Talmanes se puso de pie, aunque no pudo contener un gemido. Los dos sabían lo que le esperaba. Los fronterizos que tenía la Compañía habían coincidido en lo que opinaban: las heridas infligidas por una hoja forjada en Thakan’dar eran impredecibles. Algunas se infectaban con rapidez, otras enfermaban a los hombres. Sin embargo, cuando una se ponía negra, como la de Talmanes... Era lo peor que podía pasar. Nada, aparte de encontrar a una Aes Sedai o a alguien semejante en las próximas horas, podría salvarlo.

—¿Ves? —rezongó Talmanes—, es bueno que no tenga sentido del humor o, de otro modo, pensaría que el Entramado me está gastando una broma pesada. ¡Dennel! ¿Tienes un mapa a mano? —Luz, cómo echaba de menos a Vanin.

—Milord. —Dennel se acercó corriendo por la oscura calle con una antorcha y un mapa dibujado a toda prisa. Era uno de los capitanes de dragones de la Compañía—. Creo que he encontrado un camino más rápido a través de las calles hasta donde Aludra tenía almacenados los dragones.

—Antes iremos a combatir a palacio —dijo Talmanes.

—Milord, si la Sombra se apodera de esos dragones... —Las palabras de Dennel sonaron más suaves en sus grandes labios. Se daba tironcitos del uniforme, como si no le sentara bien.

—Soy muy consciente de ese peligro, Dennel, gracias. ¿Con qué rapidez podrías moverlos, dando por hecho que llegaremos hasta ellos? Me preocupa que nos despleguemos demasiado, y esta ciudad se está quemando más deprisa que las cartas de amor empapadas de aceite de un Gran Señor a su querida. Quiero que nos hagamos con esas armas y que salgamos de la ciudad lo más rápido posible.

—Puedo arrasar un baluarte enemigo con uno o dos disparos, milord, pero los dragones no se mueven deprisa. Van unidos como una sola pieza a las cureñas, esa especie de carros, así que eso será una ayuda, pero no avanzarán a mayor velocidad que, digamos, una fila de carretas de suministros. Y se tardará en colocarlos como es debido y disparar.

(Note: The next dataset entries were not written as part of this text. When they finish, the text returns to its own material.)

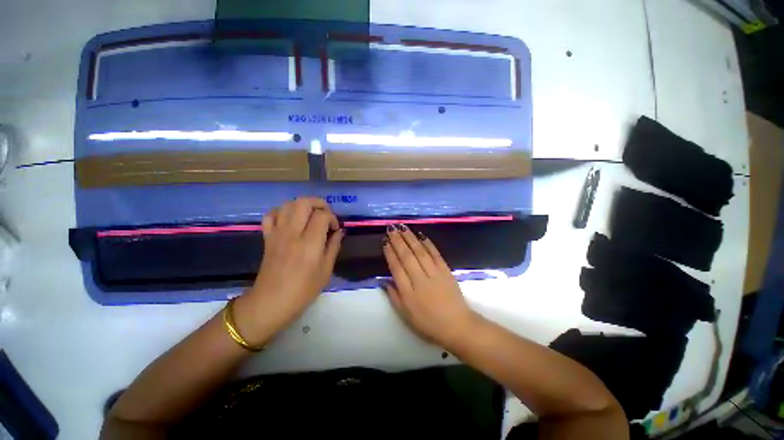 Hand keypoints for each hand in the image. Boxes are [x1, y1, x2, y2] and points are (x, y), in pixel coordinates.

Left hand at [233, 197, 342, 344]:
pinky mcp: (267, 237)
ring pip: (287, 204)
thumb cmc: (303, 290)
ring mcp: (277, 233)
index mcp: (310, 243)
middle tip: (325, 215)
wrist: (270, 303)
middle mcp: (292, 233)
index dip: (332, 218)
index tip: (335, 230)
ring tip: (310, 216)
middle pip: (303, 202)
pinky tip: (290, 220)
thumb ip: (334, 246)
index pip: (322, 215)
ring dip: (302, 205)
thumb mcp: (326, 270)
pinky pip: (271, 215)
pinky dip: (282, 212)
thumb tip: (340, 232)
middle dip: (319, 203)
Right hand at [382, 224, 478, 346]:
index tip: (385, 241)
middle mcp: (420, 280)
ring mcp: (434, 273)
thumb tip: (385, 280)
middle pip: (407, 256)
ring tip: (402, 227)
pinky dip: (428, 243)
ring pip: (420, 252)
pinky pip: (435, 254)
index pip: (396, 268)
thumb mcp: (405, 315)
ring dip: (410, 238)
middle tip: (391, 228)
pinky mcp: (446, 270)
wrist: (457, 325)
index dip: (390, 253)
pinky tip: (421, 235)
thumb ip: (394, 297)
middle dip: (398, 240)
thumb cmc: (428, 323)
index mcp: (408, 292)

—Entonces, seguimos hacia palacio —decidió Talmanes.

—Pero...

—A palacio —repitió, severo—. Tal vez encontremos encauzadoras que puedan abrirnos un acceso hasta el almacén de Aludra. Además, si la guardia de palacio sigue luchando, sabremos que detrás tenemos a un amigo. Recuperaremos esos dragones, pero lo haremos con inteligencia.

Vio a Ladwin y a Mar, que acudían corriendo de la parte alta.

—¡Hay trollocs allí arriba! —dijo Mar, que se dirigió deprisa hacia Talmanes—. Un centenar al menos, apostados en la calle.

—¡En formación, soldados! —gritó Talmanes—. ¡Marchamos hacia palacio!

En la tienda de vapor se hizo un profundo silencio.

Aviendha había esperado que, tal vez, su informe despertara incredulidad. Y que diera pie a preguntas, por supuesto. Pero no ese embarazoso silencio.